Strictly speaking, some energy is lost to atmospheric drag between the barrel and the target, so saying the forces are the same isn’t completely accurate. I’ll give you that.
Momentum is conserved, and is defined by mass times velocity. In this case, mass x velocity is 100 lb*ft/sec. (1/16 x 1600)
Take that exact momentum and convert it in a 100lb person, and you get 1ft/sec velocity, that’s slow, think three seconds per 3ft stride. Convert it in a 200lb person and it’s 0.5ft/sec, even slower. Motion of 1ft per second doesn’t make anyone fly anywhere, at best you lose your balance and fall over.
Right - which is why I feel that the forces must not be equal. F = ma says that if masses are the same, accelerations must be substantially equal for the forces to be so, too.
I think for the purposes of this discussion we can stipulate that the target is very close to the end of the barrel, and therefore the loss of energy to drag is minimal.
F = ma is completely ignoring drag. Drag is defined a force acting in opposition to a body moving through a medium.

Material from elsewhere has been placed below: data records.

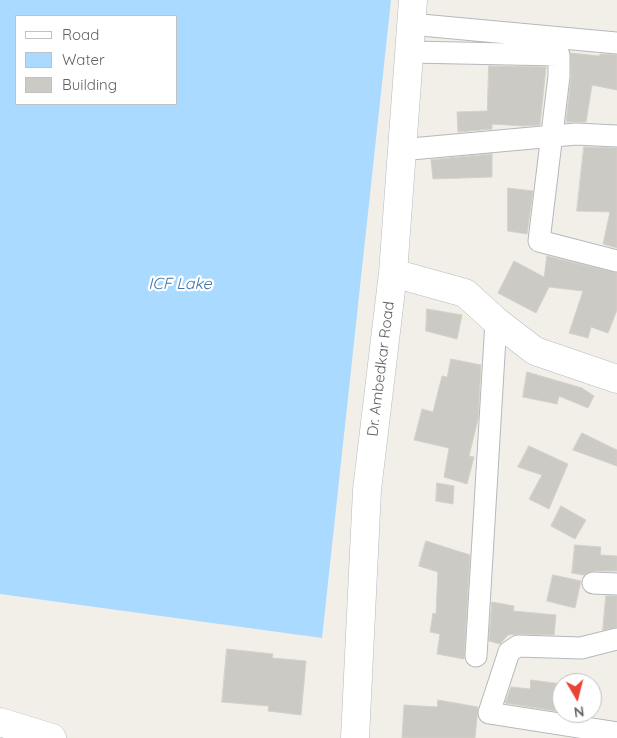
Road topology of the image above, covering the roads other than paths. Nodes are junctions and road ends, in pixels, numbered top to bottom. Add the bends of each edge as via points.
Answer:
1 (411, 12) edge
2 (617, 43) edge
3 (410, 52) junction
4 (617, 136) edge
5 (552, 137) junction
6 (400, 150) junction
7 (617, 261) edge
8 (393, 273) junction
9 (496, 321) junction
10 (617, 380) edge
11 (593, 583) dead end
12 (617, 584) edge
13 (617, 639) edge
14 (476, 656) dead end
15 (0, 722) edge
16 (617, 733) edge
17 (52, 738) edge
18 (355, 738) edge

1 - 2 street
1 - 3 main road, Dr. Ambedkar Road
3 - 5 street via 558,55 560,63
3 - 6 main road, Dr. Ambedkar Road
4 - 5 street via 576,134
5 - 6 street
5 - 7 street via 539,241
6 - 8 main road, Dr. Ambedkar Road
8 - 9 main road via 466,293
8 - 18 main road, Dr. Ambedkar Road via 367,490
9 - 10 main road via 535,351
9 - 14 street
11 - 12 street
13 - 16 street via 581,648 518,646 510,652 489,713
15 - 17 main road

Force is also defined as 1/2 mv[sup]2[/sup], and since the mass, m, of the shot doesn’t change measurably between the etime it leaves the barrel to the time it hits the target, and we’ve stipulated that the velocity hasn’t changed either, then the force exerted must remain constant as well.
Well, drag is (as you indicate) another force, so it can be accounted for by F = ma. Specifically, it produces a deceleration inversely proportional to the mass. But if we stipulate that the target is, say, 10 cm from the end of the barrel, it will be safe to pretty much ignore the drag encountered over that distance and concentrate on comparing the force on the shooter with the force on the target.
I believe (mv[sup]2[/sup])/2 is kinetic energy, not force.